>>>>>

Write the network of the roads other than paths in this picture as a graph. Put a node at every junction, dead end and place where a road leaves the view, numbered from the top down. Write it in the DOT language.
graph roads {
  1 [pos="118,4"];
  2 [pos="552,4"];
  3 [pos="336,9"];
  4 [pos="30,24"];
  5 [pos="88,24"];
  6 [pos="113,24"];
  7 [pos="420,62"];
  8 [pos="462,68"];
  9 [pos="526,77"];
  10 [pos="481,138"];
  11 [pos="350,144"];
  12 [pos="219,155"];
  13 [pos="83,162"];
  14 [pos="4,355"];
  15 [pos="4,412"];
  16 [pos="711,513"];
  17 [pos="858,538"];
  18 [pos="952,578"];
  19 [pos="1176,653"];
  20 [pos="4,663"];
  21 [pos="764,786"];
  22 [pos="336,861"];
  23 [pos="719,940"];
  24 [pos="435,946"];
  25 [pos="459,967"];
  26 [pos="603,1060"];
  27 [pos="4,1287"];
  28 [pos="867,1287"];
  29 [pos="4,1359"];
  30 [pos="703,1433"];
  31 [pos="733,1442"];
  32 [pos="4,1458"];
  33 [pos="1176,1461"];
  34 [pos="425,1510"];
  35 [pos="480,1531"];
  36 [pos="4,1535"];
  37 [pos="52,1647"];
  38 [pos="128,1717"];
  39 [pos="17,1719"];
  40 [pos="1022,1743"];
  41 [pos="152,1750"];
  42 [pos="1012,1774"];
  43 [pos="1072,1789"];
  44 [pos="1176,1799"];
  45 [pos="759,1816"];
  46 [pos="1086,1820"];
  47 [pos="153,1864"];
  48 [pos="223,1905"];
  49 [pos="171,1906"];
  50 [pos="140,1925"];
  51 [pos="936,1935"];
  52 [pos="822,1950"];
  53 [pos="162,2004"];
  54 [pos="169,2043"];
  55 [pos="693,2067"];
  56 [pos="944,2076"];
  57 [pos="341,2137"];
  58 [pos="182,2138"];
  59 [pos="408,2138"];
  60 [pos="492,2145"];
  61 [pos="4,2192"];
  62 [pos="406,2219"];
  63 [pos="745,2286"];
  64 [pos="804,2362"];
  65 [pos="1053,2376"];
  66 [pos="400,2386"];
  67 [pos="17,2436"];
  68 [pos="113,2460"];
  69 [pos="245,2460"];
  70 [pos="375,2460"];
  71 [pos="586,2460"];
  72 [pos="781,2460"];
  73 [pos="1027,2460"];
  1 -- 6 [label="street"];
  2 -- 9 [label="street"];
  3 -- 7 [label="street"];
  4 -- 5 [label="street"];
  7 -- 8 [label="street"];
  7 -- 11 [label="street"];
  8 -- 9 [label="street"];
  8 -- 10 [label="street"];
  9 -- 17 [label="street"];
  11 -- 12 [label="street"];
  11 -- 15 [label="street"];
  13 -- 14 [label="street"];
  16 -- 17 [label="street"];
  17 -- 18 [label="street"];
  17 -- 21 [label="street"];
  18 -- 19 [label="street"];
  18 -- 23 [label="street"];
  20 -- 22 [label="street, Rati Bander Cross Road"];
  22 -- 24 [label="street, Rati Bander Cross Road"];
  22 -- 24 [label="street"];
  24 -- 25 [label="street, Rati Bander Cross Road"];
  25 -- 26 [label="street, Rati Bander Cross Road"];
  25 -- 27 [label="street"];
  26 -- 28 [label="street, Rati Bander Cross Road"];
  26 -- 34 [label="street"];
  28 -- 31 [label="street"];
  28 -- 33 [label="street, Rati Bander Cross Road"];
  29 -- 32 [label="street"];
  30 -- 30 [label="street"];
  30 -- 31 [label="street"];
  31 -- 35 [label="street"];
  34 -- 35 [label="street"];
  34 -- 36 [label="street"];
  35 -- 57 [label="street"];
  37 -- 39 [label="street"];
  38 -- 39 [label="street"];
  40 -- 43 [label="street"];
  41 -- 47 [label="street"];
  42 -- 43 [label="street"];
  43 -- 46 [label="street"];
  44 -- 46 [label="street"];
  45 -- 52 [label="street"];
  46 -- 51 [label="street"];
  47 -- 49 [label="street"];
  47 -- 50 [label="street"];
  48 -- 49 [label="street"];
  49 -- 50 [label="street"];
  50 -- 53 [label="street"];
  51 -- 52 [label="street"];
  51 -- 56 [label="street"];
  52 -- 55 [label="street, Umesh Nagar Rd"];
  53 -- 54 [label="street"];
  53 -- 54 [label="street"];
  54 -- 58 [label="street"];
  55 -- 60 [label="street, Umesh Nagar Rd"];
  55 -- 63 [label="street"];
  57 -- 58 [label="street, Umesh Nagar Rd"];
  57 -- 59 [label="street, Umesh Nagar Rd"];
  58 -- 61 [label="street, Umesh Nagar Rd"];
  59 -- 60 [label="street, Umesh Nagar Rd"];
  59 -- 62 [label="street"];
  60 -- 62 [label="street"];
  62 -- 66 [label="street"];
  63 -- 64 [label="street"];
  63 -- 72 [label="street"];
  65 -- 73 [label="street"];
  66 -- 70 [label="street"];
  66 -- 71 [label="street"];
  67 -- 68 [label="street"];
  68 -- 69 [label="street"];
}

<<<<<

Task prompt:
Only an exact copy of the entries above will do.

Result for this task:
Write the network of the roads other than paths in this picture as a graph. Put a node at every junction, dead end and place where a road leaves the view, numbered from the top down. Write it in the DOT language.
graph roads {
  1 [pos="118,4"];
  2 [pos="552,4"];
  3 [pos="336,9"];
  4 [pos="30,24"];
  5 [pos="88,24"];
  6 [pos="113,24"];
  7 [pos="420,62"];
  8 [pos="462,68"];
  9 [pos="526,77"];
  10 [pos="481,138"];
  11 [pos="350,144"];
  12 [pos="219,155"];
  13 [pos="83,162"];
  14 [pos="4,355"];
  15 [pos="4,412"];
  16 [pos="711,513"];
  17 [pos="858,538"];
  18 [pos="952,578"];
  19 [pos="1176,653"];
  20 [pos="4,663"];
  21 [pos="764,786"];
  22 [pos="336,861"];
  23 [pos="719,940"];
  24 [pos="435,946"];
  25 [pos="459,967"];
  26 [pos="603,1060"];
  27 [pos="4,1287"];
  28 [pos="867,1287"];
  29 [pos="4,1359"];
  30 [pos="703,1433"];
  31 [pos="733,1442"];
  32 [pos="4,1458"];
  33 [pos="1176,1461"];
  34 [pos="425,1510"];
  35 [pos="480,1531"];
  36 [pos="4,1535"];
  37 [pos="52,1647"];
  38 [pos="128,1717"];
  39 [pos="17,1719"];
  40 [pos="1022,1743"];
  41 [pos="152,1750"];
  42 [pos="1012,1774"];
  43 [pos="1072,1789"];
  44 [pos="1176,1799"];
  45 [pos="759,1816"];
  46 [pos="1086,1820"];
  47 [pos="153,1864"];
  48 [pos="223,1905"];
  49 [pos="171,1906"];
  50 [pos="140,1925"];
  51 [pos="936,1935"];
  52 [pos="822,1950"];
  53 [pos="162,2004"];
  54 [pos="169,2043"];
  55 [pos="693,2067"];
  56 [pos="944,2076"];
  57 [pos="341,2137"];
  58 [pos="182,2138"];
  59 [pos="408,2138"];
  60 [pos="492,2145"];
  61 [pos="4,2192"];
  62 [pos="406,2219"];
  63 [pos="745,2286"];
  64 [pos="804,2362"];
  65 [pos="1053,2376"];
  66 [pos="400,2386"];
  67 [pos="17,2436"];
  68 [pos="113,2460"];
  69 [pos="245,2460"];
  70 [pos="375,2460"];
  71 [pos="586,2460"];
  72 [pos="781,2460"];
  73 [pos="1027,2460"];
  1 -- 6 [label="street"];
  2 -- 9 [label="street"];
  3 -- 7 [label="street"];
  4 -- 5 [label="street"];
  7 -- 8 [label="street"];
  7 -- 11 [label="street"];
  8 -- 9 [label="street"];
  8 -- 10 [label="street"];
  9 -- 17 [label="street"];
  11 -- 12 [label="street"];
  11 -- 15 [label="street"];
  13 -- 14 [label="street"];
  16 -- 17 [label="street"];
  17 -- 18 [label="street"];
  17 -- 21 [label="street"];
  18 -- 19 [label="street"];
  18 -- 23 [label="street"];
  20 -- 22 [label="street, Rati Bander Cross Road"];
  22 -- 24 [label="street, Rati Bander Cross Road"];
  22 -- 24 [label="street"];
  24 -- 25 [label="street, Rati Bander Cross Road"];
  25 -- 26 [label="street, Rati Bander Cross Road"];
  25 -- 27 [label="street"];
  26 -- 28 [label="street, Rati Bander Cross Road"];
  26 -- 34 [label="street"];
  28 -- 31 [label="street"];
  28 -- 33 [label="street, Rati Bander Cross Road"];
  29 -- 32 [label="street"];
  30 -- 30 [label="street"];
  30 -- 31 [label="street"];
  31 -- 35 [label="street"];
  34 -- 35 [label="street"];
  34 -- 36 [label="street"];
  35 -- 57 [label="street"];
  37 -- 39 [label="street"];
  38 -- 39 [label="street"];
  40 -- 43 [label="street"];
  41 -- 47 [label="street"];
  42 -- 43 [label="street"];
  43 -- 46 [label="street"];
  44 -- 46 [label="street"];
  45 -- 52 [label="street"];
  46 -- 51 [label="street"];
  47 -- 49 [label="street"];
  47 -- 50 [label="street"];
  48 -- 49 [label="street"];
  49 -- 50 [label="street"];
  50 -- 53 [label="street"];
  51 -- 52 [label="street"];
  51 -- 56 [label="street"];
  52 -- 55 [label="street, Umesh Nagar Rd"];
  53 -- 54 [label="street"];
  53 -- 54 [label="street"];
  54 -- 58 [label="street"];
  55 -- 60 [label="street, Umesh Nagar Rd"];
  55 -- 63 [label="street"];
  57 -- 58 [label="street, Umesh Nagar Rd"];
  57 -- 59 [label="street, Umesh Nagar Rd"];
  58 -- 61 [label="street, Umesh Nagar Rd"];
  59 -- 60 [label="street, Umesh Nagar Rd"];
  59 -- 62 [label="street"];
  60 -- 62 [label="street"];
  62 -- 66 [label="street"];
  63 -- 64 [label="street"];
  63 -- 72 [label="street"];
  65 -- 73 [label="street"];
  66 -- 70 [label="street"];
  66 -- 71 [label="street"];
  67 -- 68 [label="street"];
  68 -- 69 [label="street"];
}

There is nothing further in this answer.